#### [What you should do]
The data below has to be returned exactly, down to the last character.

######

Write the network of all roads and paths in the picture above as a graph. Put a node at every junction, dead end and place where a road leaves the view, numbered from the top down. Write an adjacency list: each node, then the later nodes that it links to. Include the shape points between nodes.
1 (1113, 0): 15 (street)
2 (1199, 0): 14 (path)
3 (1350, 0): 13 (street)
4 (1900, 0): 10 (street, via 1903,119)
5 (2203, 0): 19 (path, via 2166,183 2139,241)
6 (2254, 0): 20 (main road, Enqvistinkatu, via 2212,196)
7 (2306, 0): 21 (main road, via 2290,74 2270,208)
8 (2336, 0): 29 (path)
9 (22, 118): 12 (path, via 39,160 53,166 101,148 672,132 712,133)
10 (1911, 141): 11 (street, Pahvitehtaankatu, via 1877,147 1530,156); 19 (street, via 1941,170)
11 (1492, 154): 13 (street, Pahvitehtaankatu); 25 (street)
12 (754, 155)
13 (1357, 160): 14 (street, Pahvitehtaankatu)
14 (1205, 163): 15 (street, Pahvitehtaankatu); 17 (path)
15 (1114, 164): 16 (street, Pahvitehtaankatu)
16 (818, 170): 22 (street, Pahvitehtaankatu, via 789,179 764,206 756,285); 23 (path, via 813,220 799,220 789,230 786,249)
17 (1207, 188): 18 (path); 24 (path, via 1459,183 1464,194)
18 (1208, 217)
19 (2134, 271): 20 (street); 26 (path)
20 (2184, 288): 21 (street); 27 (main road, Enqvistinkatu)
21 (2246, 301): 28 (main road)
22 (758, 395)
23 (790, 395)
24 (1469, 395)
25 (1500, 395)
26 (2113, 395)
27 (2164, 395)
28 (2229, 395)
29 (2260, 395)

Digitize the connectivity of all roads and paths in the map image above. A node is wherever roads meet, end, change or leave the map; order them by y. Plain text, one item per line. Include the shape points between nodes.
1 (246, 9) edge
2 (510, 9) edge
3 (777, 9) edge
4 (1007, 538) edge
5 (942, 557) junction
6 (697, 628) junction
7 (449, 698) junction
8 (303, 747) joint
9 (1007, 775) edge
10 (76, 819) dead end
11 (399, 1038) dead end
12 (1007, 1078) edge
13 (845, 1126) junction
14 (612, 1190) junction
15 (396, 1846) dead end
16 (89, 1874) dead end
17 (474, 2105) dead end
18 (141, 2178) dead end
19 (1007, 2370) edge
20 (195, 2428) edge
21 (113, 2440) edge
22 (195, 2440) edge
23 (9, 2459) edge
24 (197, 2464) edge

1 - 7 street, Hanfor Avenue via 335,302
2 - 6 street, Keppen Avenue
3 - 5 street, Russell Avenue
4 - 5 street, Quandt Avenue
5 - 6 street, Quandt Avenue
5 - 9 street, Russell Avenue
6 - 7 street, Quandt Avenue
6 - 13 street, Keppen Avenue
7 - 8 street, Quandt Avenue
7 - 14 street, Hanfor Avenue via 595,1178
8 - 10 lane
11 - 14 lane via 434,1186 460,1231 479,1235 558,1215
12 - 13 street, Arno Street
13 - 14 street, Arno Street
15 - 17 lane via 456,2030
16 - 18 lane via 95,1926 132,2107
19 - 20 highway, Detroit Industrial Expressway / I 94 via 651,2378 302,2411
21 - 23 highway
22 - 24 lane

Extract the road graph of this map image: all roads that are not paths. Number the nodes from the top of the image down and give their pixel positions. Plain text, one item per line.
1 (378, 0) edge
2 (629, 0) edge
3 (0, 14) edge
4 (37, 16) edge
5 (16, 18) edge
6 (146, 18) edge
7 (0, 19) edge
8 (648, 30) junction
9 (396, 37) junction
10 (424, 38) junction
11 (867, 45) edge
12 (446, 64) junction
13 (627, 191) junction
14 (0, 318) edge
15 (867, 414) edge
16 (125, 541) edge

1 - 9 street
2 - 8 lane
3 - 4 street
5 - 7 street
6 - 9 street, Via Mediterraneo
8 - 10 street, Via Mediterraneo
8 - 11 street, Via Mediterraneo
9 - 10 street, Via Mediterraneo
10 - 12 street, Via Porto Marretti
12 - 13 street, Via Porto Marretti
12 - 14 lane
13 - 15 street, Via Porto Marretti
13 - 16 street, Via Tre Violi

######

#### [Solution for this problem]
Write the network of all roads and paths in the picture above as a graph. Put a node at every junction, dead end and place where a road leaves the view, numbered from the top down. Write an adjacency list: each node, then the later nodes that it links to. Include the shape points between nodes.
1 (1113, 0): 15 (street)
2 (1199, 0): 14 (path)
3 (1350, 0): 13 (street)
4 (1900, 0): 10 (street, via 1903,119)
5 (2203, 0): 19 (path, via 2166,183 2139,241)
6 (2254, 0): 20 (main road, Enqvistinkatu, via 2212,196)
7 (2306, 0): 21 (main road, via 2290,74 2270,208)
8 (2336, 0): 29 (path)
9 (22, 118): 12 (path, via 39,160 53,166 101,148 672,132 712,133)
10 (1911, 141): 11 (street, Pahvitehtaankatu, via 1877,147 1530,156); 19 (street, via 1941,170)
11 (1492, 154): 13 (street, Pahvitehtaankatu); 25 (street)
12 (754, 155)
13 (1357, 160): 14 (street, Pahvitehtaankatu)
14 (1205, 163): 15 (street, Pahvitehtaankatu); 17 (path)
15 (1114, 164): 16 (street, Pahvitehtaankatu)
16 (818, 170): 22 (street, Pahvitehtaankatu, via 789,179 764,206 756,285); 23 (path, via 813,220 799,220 789,230 786,249)
17 (1207, 188): 18 (path); 24 (path, via 1459,183 1464,194)
18 (1208, 217)
19 (2134, 271): 20 (street); 26 (path)
20 (2184, 288): 21 (street); 27 (main road, Enqvistinkatu)
21 (2246, 301): 28 (main road)
22 (758, 395)
23 (790, 395)
24 (1469, 395)
25 (1500, 395)
26 (2113, 395)
27 (2164, 395)
28 (2229, 395)
29 (2260, 395)

Digitize the connectivity of all roads and paths in the map image above. A node is wherever roads meet, end, change or leave the map; order them by y. Plain text, one item per line. Include the shape points between nodes.
1 (246, 9) edge
2 (510, 9) edge
3 (777, 9) edge
4 (1007, 538) edge
5 (942, 557) junction
6 (697, 628) junction
7 (449, 698) junction
8 (303, 747) joint
9 (1007, 775) edge
10 (76, 819) dead end
11 (399, 1038) dead end
12 (1007, 1078) edge
13 (845, 1126) junction
14 (612, 1190) junction
15 (396, 1846) dead end
16 (89, 1874) dead end
17 (474, 2105) dead end
18 (141, 2178) dead end
19 (1007, 2370) edge
20 (195, 2428) edge
21 (113, 2440) edge
22 (195, 2440) edge
23 (9, 2459) edge
24 (197, 2464) edge

1 - 7 street, Hanfor Avenue via 335,302
2 - 6 street, Keppen Avenue
3 - 5 street, Russell Avenue
4 - 5 street, Quandt Avenue
5 - 6 street, Quandt Avenue
5 - 9 street, Russell Avenue
6 - 7 street, Quandt Avenue
6 - 13 street, Keppen Avenue
7 - 8 street, Quandt Avenue
7 - 14 street, Hanfor Avenue via 595,1178
8 - 10 lane
11 - 14 lane via 434,1186 460,1231 479,1235 558,1215
12 - 13 street, Arno Street
13 - 14 street, Arno Street
15 - 17 lane via 456,2030
16 - 18 lane via 95,1926 132,2107
19 - 20 highway, Detroit Industrial Expressway / I 94 via 651,2378 302,2411
21 - 23 highway
22 - 24 lane

Extract the road graph of this map image: all roads that are not paths. Number the nodes from the top of the image down and give their pixel positions. Plain text, one item per line.
1 (378, 0) edge
2 (629, 0) edge
3 (0, 14) edge
4 (37, 16) edge
5 (16, 18) edge
6 (146, 18) edge
7 (0, 19) edge
8 (648, 30) junction
9 (396, 37) junction
10 (424, 38) junction
11 (867, 45) edge
12 (446, 64) junction
13 (627, 191) junction
14 (0, 318) edge
15 (867, 414) edge
16 (125, 541) edge

1 - 9 street
2 - 8 lane
3 - 4 street
5 - 7 street
6 - 9 street, Via Mediterraneo
8 - 10 street, Via Mediterraneo
8 - 11 street, Via Mediterraneo
9 - 10 street, Via Mediterraneo
10 - 12 street, Via Porto Marretti
12 - 13 street, Via Porto Marretti
12 - 14 lane
13 - 15 street, Via Porto Marretti
13 - 16 street, Via Tre Violi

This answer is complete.